··· RECORDS SUPPLIED ···

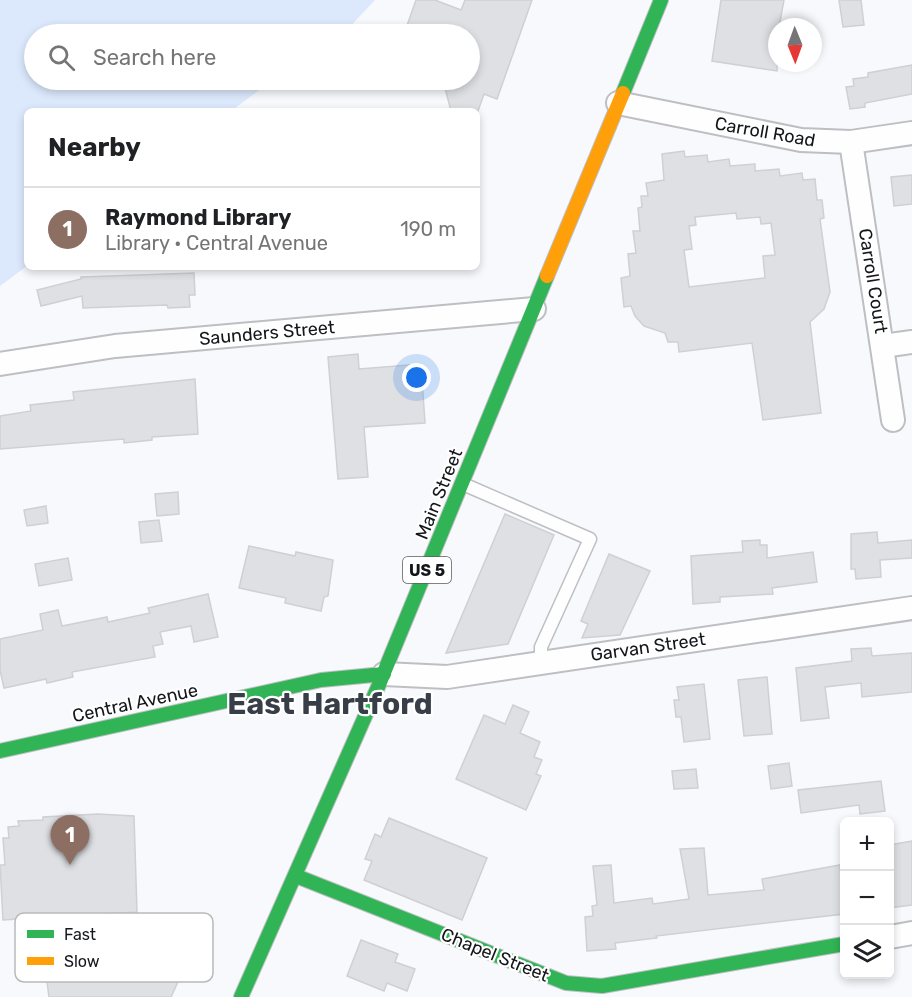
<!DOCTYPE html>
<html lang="en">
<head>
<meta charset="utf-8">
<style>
  :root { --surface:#fff; --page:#f2f2f2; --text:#202124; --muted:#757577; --line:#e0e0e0; --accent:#636569 }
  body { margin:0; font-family:Rubik,sans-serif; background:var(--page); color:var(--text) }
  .controls { position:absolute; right:18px; bottom:18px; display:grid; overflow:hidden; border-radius:9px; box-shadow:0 3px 9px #0003 }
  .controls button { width:54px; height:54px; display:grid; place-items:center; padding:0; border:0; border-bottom:2px solid var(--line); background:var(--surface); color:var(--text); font:30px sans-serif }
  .compass { position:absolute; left:768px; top:18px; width:54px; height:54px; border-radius:50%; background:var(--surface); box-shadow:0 3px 9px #0003; rotate:179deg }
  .you { position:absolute; left:417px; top:378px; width:21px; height:21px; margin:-15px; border:4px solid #fff; border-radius:50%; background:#1a73e8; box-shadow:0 0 0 9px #1a73e833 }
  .badge { display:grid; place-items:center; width:39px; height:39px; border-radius:50%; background:var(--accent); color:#fff; font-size:20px; font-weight:700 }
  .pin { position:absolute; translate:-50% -50px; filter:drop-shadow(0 2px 3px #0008) }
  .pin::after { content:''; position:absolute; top:32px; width:21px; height:18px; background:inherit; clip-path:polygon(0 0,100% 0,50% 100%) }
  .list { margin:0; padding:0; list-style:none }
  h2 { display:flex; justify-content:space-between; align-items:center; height:78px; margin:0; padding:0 24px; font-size:26px }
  h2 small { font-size:20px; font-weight:400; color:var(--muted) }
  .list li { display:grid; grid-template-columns:39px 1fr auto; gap:18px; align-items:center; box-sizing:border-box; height:84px; padding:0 24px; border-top:2px solid var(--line) }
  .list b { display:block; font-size:22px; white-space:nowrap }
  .list p { margin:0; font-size:20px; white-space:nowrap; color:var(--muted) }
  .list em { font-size:20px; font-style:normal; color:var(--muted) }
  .icon { flex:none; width:33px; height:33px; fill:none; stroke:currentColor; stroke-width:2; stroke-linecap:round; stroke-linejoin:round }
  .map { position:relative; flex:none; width:912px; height:997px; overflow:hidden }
  .search { position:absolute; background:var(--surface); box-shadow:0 3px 9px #0003; left:24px; top:24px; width:456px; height:66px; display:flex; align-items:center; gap:15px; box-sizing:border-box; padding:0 21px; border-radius:33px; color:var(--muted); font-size:22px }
  .panel { position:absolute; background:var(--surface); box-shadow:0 3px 9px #0003; left:24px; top:108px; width:456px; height:162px; border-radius:9px }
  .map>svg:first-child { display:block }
  .green { fill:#dce9fd }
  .building { fill:#dee0e4; stroke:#ced0d3; stroke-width:1.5; fill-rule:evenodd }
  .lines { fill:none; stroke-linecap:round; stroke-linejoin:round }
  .lane-casing { stroke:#bdbfc2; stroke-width:15 }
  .street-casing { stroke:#bdbfc2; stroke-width:26 }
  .fast-casing { stroke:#bdbfc2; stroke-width:16 }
  .slow-casing { stroke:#bdbfc2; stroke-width:16 }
  .lane { stroke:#fefeff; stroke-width:12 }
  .street { stroke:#fefeff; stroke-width:22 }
  .fast { stroke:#30b455; stroke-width:14 }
  .slow { stroke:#ff9f0a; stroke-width:14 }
  .labels { text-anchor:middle; stroke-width:4.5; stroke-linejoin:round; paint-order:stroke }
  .shield { fill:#fff; stroke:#5a5c5f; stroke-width:1.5 }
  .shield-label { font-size:16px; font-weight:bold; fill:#14161a }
  .street-label { font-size:18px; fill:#14161a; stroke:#fff }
  .town-label { font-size:30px; font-weight:bold; fill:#383e47; stroke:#fff }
  .key { fill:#fff; stroke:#b8b9ba; stroke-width:1.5 }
  .key-label { font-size:16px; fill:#14161a }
</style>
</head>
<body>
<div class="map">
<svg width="912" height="997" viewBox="0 0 912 997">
  <rect width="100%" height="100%" fill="#f7f9fc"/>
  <!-- green -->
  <polygon class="green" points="0,0 375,0 343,34 34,34 34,80 273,80 231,111 27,111 27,266 0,286"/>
  <!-- building -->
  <g class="building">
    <polygon points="416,0 435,0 461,10 465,0 532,0 497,99 484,94 478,111 451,111 443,80 470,80 470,34 404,34"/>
    <polygon points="721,0 784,0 779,27 777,27 777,71 712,61"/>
    <polygon points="839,0 861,0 864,25 843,27"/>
    <polygon points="912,65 912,94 865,103 865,107 850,109 846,87 854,86 853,79 868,77 868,73"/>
    <path d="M684 151 685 157 707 155 708 162 729 159 730 166 755 164V171L779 169 780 176 802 173 803 180 815 179 817 200H822L824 218 820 219 830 292 824 309 810 322 821 413 763 420 752 343 679 352 678 342H668L665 333 644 326 635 316 631 306 624 307 621 278 630 276 628 254 636 253 633 231H640L638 208 642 207 641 196H648L646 183 664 180 662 154ZM736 213 737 219 760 217 761 224 771 223 775 255 763 256 765 278 689 287 684 250 692 249 689 226 696 225 695 217Z"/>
    <polygon points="912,175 912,204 894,206 891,177"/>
    <polygon points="194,273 195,295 189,295 190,307 168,308 167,305 83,308 82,296 41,306 37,290 81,279 81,277"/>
    <polygon points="358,354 359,369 421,364 425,423 364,427 368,477 338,479 328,357"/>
    <polygon points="195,379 198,434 152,437 152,440 124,443 124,439 0,449 0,416 31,411 30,405 74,400 73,392"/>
    <polygon points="178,492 179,514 157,516 155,494"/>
    <polygon points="46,506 48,523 27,526 24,510"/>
    <polygon points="505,514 554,535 508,644 446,653"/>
    <polygon points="159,520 162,541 141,543 139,522"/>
    <polygon points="877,532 878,543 912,540 912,558 880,560 881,577 856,579 855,569 851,569 851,534"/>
    <polygon points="760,540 760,545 767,545 767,558 813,552 817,582 772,588 773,594 720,597 720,602 693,604 691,556 743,552 742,541"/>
    <polygon points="249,546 295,556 296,552 333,560 328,596 324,597 321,611 285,603 286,598 239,588"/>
    <polygon points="609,554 650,571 620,635 582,638 588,624 581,621"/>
    <polygon points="68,558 72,580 39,586 35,564"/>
    <polygon points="208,594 218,637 194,642 191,626 160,632 163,644 153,646 155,657 72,672 73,677 47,683 46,679 4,688 0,670 0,639 43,630 40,614 58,610 62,626 107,617 108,622 150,613 148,608"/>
    <polygon points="871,648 872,656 912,653 912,692 862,697 861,683 825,687 829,718 801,721 796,668 852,661 851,649"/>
    <polygon points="767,677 772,734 744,736 738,680"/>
    <polygon points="704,684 710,739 684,742 681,717 676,717 674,700 679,700 677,687"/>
    <polygon points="513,705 529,712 520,733 540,742 534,757 542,760 536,774 541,776 526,810 456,779 484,715 505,724"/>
    <polygon points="789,763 792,786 771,789 768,766"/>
    <polygon points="696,769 698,788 674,789 672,771"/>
    <polygon points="881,781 885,811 860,814 859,805 801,813 798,790"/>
    <polygon points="98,814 134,816 137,912 3,920 0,865 5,865 3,838 9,838 8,827 19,826 18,821 43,820 43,817"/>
    <polygon points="389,818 487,858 462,920 364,880 372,861 365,859 375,834 381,837"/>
    <polygon points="912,841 912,905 890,908 890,845"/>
    <polygon points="704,848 708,895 764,890 762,879 840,865 844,914 656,936 657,938 615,943 616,949 587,951 585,917 593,916 592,906 597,905 593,866 611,865 614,903 652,898 653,904 689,899 680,849"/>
    <polygon points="136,939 187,962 171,997 49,997 43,951"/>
    <polygon points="361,940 398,954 395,962 415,969 407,991 387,983 384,991 347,976"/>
  </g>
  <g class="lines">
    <defs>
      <polyline id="lane" points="463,484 590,539 541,647 541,663"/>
      <g id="street">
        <polyline points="618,103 801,140 851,142 912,133"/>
        <polyline points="851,142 893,420"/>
        <polyline points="883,346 912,342"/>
        <polyline points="0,364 115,346 534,309"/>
        <polyline points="384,674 447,677 912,608"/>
        <polyline points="890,937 912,933"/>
      </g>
      <g id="fast">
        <polyline points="623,93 661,0"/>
        <polyline points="0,751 321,680 384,674"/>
        <polyline points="296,876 566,983 602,986 844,944"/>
        <polyline points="241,997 378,687 547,276"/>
      </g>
      <polyline id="slow" points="547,276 623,93"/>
    </defs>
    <!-- lane casing -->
    <use href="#lane" class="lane-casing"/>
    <!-- street casing -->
    <use href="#street" class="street-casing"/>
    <!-- fast casing -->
    <use href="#fast" class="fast-casing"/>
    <!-- slow casing -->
    <use href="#slow" class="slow-casing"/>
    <!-- lane -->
    <use href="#lane" class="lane"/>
    <!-- street -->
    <use href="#street" class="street"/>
    <!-- fast -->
    <use href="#fast" class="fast"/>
    <!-- slow -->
    <use href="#slow" class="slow"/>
  </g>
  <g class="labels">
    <!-- shield labels -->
    <rect class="shield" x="403" y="557" width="48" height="26" rx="4.5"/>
    <g class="shield-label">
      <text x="427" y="576">US 5</text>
    </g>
    <!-- street labels -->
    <g class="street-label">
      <text transform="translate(765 132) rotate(10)" y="6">Carroll Road</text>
      <text transform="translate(873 281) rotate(81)" y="6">Carroll Court</text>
      <text transform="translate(267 333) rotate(-5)" y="6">Saunders Street</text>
      <text transform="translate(439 494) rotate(-68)" y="6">Main Street</text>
      <text transform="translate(648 647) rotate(-8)" y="6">Garvan Street</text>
      <text transform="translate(135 703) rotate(-12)" y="6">Central Avenue</text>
      <text transform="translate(495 955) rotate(22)" y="6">Chapel Street</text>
    </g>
    <!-- town labels -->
    <g class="town-label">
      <text x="330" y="714">East Hartford</text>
    </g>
  </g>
  <!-- legend -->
  <rect x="15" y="913" width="198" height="69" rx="9" class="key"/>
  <rect x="27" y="930" width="27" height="8" fill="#30b455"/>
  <rect x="27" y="957" width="27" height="8" fill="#ff9f0a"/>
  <g class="key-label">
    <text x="64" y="940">Fast</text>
    <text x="64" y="967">Slow</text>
  </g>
</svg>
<div class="controls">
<button>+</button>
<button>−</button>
<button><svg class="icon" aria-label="layers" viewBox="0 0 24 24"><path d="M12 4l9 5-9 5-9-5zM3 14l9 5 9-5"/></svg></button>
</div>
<svg class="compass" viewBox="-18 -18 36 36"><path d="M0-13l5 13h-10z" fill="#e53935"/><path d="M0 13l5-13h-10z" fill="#757577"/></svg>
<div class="you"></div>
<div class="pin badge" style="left:70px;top:865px;background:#8d6e63">1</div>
<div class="search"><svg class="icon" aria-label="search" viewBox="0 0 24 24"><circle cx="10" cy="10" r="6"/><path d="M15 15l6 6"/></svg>Search here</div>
<section class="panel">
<h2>Nearby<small></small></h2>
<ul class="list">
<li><span class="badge" style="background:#8d6e63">1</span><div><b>Raymond Library</b><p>Library · Central Avenue</p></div><em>190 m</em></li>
</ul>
</section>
</div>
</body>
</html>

···

WHAT IS EXPECTED -
Every line of the entries above that includes "lines" should be copied.

SOLUTION BELOW -
  .lines { fill:none; stroke-linecap:round; stroke-linejoin:round }
  <g class="lines">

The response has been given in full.